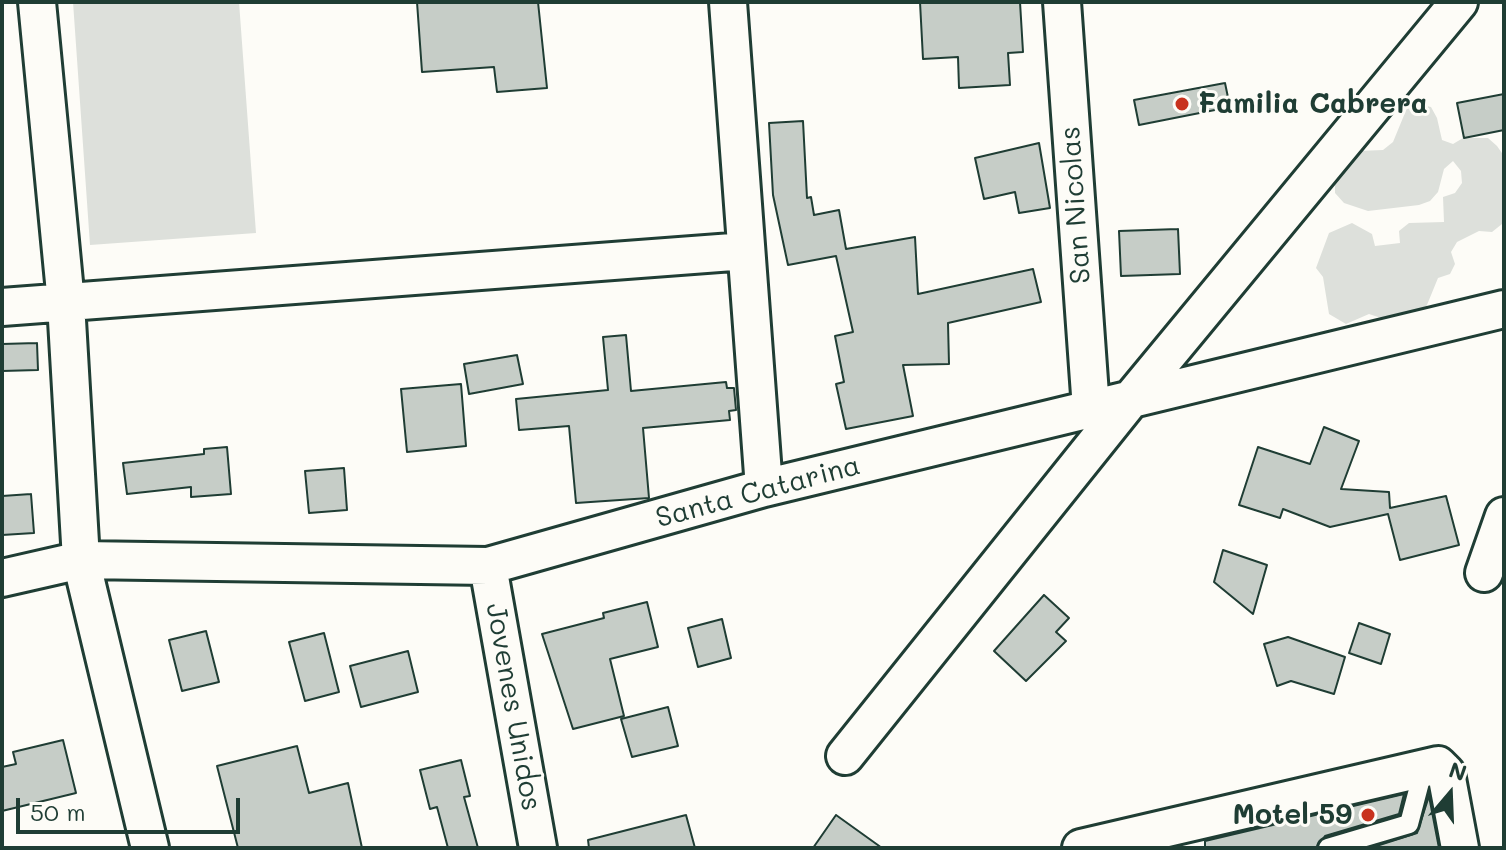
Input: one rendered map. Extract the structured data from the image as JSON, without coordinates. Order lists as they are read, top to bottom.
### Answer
{
  "streets": {
    "street": ["San Nicolas", "Santa Catarina", "Jovenes Unidos"]
  },
  "crossings": [
    ["San Nicolas", "Santa Catarina"],
    ["Santa Catarina", "Jovenes Unidos"]
  ],
  "places": ["Familia Cabrera", "Motel 59"],
  "scale_bar": "50 m",
  "north": "top"
}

§ §

## Assigned task
Output the material word for word, omitting its pictures.

## Exercise response
Input: one rendered map. Extract the structured data from the image as JSON, without coordinates. Order lists as they are read, top to bottom.
### Answer
{
  "streets": {
    "street": ["San Nicolas", "Santa Catarina", "Jovenes Unidos"]
  },
  "crossings": [
    ["San Nicolas", "Santa Catarina"],
    ["Santa Catarina", "Jovenes Unidos"]
  ],
  "places": ["Familia Cabrera", "Motel 59"],
  "scale_bar": "50 m",
  "north": "top"
}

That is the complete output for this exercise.